Al principio, la ruptura de la rutina escolar, la interrupción de las obligaciones con el horario parecían prometedoras. Y, sin embargo, las mañanas comenzaron a cobrar el aspecto de las películas. La mirada de las personas cambió y evolucionó el saludo: una cordialidad europea e inquietante se extendió entre los vecinos, e incluso los amigos modificaron la expresión facial, como suele pasar al día siguiente de liarte con alguien.
Alrededor de mi aldea parece que la autoridad haya dado la orden de limpiar los matorrales. Quizá sólo es marzo, que anima a los bardos y a las ortigas a desperezarse, y ahora hay un tiempo extra para frenar su arranque. Y también flanquean la ribera del río muchos paseantes nuevos. «Nuevos» en asturiano, que quiere decir «jóvenes», y nuevos también en castellano, porque da la sensación de que la gente huye de las metrópolis.
Y en eso andaba yo, a media tarde, cuando unas voces conocidas fueron creciendo a mi espalda mientras rozaba el morgazu, una palabra que Pepe el de Zoila traía siempre en los labios para nombrar lo que no vale para pacer. Cuando me volví, aprecié de repente cuatro fisonomías que anteayer despedí en el aula, antes de saber que teníamos el fin del mundo académico tan encima.
Cómo me prestó saludar a las rapazas, que me interrogaban sobre el futuro escolar. Qué grata la conversación, cargada de naturalidad, de buen rollo y fuera de toda reconvención. Hace tiempo que el «sistema» académico se deteriora, mientras la brecha entre jóvenes y profesores se acentúa por culpas que no son de ambos. Me sentí mucho más cerca de ellas, incluso con una sebe por medio y los metros impuestos por el destino, mucho mas cerca que cuando nos confrontamos tres horas a la semana, apretados por el horario y el aula.

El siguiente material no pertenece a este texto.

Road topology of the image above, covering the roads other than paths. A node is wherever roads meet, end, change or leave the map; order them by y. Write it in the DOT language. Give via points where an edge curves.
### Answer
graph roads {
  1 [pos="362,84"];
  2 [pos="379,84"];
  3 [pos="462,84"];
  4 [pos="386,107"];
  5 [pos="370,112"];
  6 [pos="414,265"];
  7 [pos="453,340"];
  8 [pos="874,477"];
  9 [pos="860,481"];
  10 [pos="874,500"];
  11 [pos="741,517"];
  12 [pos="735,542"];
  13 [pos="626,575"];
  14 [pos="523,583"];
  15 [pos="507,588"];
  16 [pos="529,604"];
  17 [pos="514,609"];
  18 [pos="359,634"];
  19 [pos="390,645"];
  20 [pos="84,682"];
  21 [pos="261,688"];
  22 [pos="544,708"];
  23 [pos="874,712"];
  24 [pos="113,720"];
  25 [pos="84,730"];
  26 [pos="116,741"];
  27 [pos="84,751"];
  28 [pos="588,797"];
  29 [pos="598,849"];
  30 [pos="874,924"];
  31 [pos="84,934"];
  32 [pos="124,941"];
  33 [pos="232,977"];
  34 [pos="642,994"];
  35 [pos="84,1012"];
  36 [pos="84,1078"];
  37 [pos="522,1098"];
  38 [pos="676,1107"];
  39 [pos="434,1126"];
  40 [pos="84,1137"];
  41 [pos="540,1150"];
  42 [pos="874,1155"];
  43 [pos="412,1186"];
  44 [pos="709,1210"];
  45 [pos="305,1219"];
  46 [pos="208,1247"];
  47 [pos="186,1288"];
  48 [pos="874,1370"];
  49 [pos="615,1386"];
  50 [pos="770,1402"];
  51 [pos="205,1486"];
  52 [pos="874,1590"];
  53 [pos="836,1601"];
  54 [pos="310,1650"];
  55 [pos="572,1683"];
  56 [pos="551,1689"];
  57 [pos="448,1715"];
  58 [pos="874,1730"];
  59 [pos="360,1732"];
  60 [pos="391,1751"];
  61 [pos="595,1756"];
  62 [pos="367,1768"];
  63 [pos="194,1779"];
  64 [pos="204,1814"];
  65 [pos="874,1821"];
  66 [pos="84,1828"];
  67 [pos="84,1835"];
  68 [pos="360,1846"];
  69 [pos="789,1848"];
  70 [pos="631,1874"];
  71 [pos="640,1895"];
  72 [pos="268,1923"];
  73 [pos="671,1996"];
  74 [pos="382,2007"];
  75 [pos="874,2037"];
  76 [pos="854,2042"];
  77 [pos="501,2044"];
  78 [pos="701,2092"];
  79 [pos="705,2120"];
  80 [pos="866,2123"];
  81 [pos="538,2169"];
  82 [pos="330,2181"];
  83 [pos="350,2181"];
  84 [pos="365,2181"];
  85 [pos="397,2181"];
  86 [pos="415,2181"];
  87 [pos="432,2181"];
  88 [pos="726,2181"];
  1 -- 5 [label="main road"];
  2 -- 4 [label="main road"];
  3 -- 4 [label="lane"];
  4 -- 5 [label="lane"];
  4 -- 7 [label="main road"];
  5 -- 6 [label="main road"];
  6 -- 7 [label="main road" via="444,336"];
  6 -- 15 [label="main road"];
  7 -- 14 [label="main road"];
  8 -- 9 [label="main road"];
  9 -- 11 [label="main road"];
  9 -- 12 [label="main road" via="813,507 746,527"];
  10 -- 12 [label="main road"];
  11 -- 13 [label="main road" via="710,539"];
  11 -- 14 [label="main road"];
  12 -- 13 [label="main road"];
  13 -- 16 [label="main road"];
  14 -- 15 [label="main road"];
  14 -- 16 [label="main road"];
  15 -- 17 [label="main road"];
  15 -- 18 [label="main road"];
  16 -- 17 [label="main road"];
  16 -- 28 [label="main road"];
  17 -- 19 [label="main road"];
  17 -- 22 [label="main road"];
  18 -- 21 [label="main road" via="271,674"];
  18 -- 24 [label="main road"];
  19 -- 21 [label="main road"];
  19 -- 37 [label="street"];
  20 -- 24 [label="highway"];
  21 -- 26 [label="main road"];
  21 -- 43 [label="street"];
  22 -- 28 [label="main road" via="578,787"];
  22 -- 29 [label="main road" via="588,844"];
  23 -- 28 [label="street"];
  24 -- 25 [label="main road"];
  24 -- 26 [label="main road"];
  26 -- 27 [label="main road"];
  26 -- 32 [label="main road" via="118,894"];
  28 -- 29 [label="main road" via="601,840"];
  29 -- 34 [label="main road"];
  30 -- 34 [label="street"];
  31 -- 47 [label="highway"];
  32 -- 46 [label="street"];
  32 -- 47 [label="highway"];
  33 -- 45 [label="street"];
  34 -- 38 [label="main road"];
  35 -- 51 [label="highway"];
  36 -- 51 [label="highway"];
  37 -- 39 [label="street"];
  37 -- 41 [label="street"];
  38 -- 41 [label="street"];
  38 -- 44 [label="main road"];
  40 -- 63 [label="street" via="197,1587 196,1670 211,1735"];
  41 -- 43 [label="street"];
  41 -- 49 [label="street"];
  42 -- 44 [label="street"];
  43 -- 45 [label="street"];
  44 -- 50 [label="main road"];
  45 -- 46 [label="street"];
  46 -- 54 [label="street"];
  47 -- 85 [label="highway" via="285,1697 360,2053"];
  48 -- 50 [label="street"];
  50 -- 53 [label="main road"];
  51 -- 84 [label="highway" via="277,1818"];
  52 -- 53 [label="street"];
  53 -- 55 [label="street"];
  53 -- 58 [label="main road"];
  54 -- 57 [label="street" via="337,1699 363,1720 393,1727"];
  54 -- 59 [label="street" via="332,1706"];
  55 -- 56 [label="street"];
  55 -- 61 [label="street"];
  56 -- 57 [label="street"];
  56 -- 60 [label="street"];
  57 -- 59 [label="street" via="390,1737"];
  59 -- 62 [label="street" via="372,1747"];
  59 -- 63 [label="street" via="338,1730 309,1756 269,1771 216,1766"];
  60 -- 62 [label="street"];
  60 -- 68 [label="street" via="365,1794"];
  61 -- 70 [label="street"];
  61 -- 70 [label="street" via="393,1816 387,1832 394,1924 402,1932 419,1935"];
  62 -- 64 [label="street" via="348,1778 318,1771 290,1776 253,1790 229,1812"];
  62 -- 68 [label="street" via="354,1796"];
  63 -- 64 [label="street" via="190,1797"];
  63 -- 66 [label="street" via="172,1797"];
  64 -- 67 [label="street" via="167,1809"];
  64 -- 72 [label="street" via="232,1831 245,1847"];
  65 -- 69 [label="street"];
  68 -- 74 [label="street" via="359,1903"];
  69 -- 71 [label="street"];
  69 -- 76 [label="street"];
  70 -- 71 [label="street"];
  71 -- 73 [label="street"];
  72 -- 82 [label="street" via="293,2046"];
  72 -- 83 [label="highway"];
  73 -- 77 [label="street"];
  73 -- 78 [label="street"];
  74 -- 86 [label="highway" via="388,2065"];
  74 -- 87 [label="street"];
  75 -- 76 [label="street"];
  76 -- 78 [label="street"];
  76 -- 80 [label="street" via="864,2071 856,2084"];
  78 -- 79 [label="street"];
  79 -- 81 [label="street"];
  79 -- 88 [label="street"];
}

Se despidieron con educación, sin ningún timbre que diera la señal de stampida, y dijeron hasta mañana, quizá pensando en volver a pasear por la ribera del río, en estos días extraños a los que les sobran las horas. Y así me quedaba yo, arropándome con la sensación, cuando flipé al ver cómo reanudaban la marcha. Tiré la guadaña, saqué el móvil y las fotografié por la espalda: rompieron a caminar en equipo, «en plan» equipo de voley al que le faltasen las jugadoras de en medio, disciplinadamente, solidariamente.
Me prestó.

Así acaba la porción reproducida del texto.